Koning A H, Zuiderveld K J, Viergever M A
3D Computer Vision Research Group, AZU, Utrecht, The Netherlands.
Med Inform (Lond). 1994 Jul-Sep;19(3):283-93. doi: 10.3109/14639239409025333.
Parallel volume visualization is of interest to a variety of application areas since current single-processor systems fall short in interactively rendering complex, large-sized datasets. This article presents a survey of volume-visualization methods on general-purpose parallel architectures, with special attention being paid to medical imaging applications. First, the various approaches to volume visualization are briefly discussed, followed by a description of relevant aspects of parallel architectures. Next, the implications of the various architectures are illustrated on the basis of a number of existing implementations of visualization algorithms on parallel architectures and their results. For parallel volume visualization, multiple instruction, multiple data (MIMD) architectures are found to be superior to single instruction, multiple data (SIMD) architectures. The latter type suffers from a lack of performance as well as flexibility. For most applications of interactive volume visualization, including the important area of medical imaging, shared memory MIMD architectures are preferred over distributed memory MIMD architectures. The ease of programming of shared memory architectures allows existing algorithms to be readily implemented without loss of performance or flexibility.

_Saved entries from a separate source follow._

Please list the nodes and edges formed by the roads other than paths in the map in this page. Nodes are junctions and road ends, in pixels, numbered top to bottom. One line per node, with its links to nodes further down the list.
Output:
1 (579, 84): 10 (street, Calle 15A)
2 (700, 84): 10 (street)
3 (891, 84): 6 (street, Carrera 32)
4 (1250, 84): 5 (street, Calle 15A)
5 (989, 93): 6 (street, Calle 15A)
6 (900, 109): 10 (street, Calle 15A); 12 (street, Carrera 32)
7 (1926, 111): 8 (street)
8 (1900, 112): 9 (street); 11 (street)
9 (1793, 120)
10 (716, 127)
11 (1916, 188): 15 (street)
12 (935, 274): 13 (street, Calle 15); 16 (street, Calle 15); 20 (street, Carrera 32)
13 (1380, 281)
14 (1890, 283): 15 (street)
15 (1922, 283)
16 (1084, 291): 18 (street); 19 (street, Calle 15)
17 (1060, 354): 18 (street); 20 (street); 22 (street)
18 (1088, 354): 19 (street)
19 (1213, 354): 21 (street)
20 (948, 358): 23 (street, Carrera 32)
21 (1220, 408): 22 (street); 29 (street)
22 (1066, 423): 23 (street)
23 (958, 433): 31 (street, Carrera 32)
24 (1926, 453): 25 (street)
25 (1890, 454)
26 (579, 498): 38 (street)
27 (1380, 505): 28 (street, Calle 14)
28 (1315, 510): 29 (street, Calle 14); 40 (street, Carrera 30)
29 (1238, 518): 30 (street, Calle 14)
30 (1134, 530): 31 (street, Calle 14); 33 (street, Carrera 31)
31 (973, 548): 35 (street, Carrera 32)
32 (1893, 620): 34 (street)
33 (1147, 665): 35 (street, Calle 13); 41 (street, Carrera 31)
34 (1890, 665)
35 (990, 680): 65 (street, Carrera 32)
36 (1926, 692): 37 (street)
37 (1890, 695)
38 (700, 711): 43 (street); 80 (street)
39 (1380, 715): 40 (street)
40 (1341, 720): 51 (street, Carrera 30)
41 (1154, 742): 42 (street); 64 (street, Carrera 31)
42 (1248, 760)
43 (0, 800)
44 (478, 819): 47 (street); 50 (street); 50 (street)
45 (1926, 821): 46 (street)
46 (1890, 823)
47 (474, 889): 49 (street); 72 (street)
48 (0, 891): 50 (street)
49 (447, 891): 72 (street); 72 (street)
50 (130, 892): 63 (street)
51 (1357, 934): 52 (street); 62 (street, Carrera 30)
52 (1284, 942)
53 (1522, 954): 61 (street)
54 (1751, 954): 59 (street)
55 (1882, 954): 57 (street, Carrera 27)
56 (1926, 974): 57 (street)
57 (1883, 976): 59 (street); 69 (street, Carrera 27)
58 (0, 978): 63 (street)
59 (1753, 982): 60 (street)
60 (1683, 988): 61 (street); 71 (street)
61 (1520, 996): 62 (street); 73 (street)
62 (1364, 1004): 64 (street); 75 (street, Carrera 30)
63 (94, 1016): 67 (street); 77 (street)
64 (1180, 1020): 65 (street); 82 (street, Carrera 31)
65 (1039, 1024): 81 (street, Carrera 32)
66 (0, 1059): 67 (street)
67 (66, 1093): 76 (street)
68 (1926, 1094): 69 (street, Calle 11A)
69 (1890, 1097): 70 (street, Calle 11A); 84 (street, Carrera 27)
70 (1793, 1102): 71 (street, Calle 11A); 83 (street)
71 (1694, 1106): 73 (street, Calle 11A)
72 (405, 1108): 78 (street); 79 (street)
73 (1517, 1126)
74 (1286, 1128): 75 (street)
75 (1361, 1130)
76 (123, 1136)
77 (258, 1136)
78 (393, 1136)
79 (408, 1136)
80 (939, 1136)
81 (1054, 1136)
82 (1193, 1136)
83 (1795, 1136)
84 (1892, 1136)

由于当前的单处理器系统在交互式渲染复杂的大型数据集方面存在不足,并行体可视化在各种应用领域中受到关注。本文对通用并行架构上的体可视化方法进行了综述,特别关注医学成像应用。首先,简要讨论了体可视化的各种方法,随后描述了并行架构的相关方面。接下来,基于并行架构上可视化算法的一些现有实现及其结果,阐述了各种架构的影响。对于并行体可视化,发现多指令多数据(MIMD)架构优于单指令多数据(SIMD)架构。后一种类型存在性能和灵活性不足的问题。对于交互式体可视化的大多数应用,包括医学成像这一重要领域,共享内存MIMD架构优于分布式内存MIMD架构。共享内存架构易于编程,使得现有算法能够轻松实现,而不会损失性能或灵活性。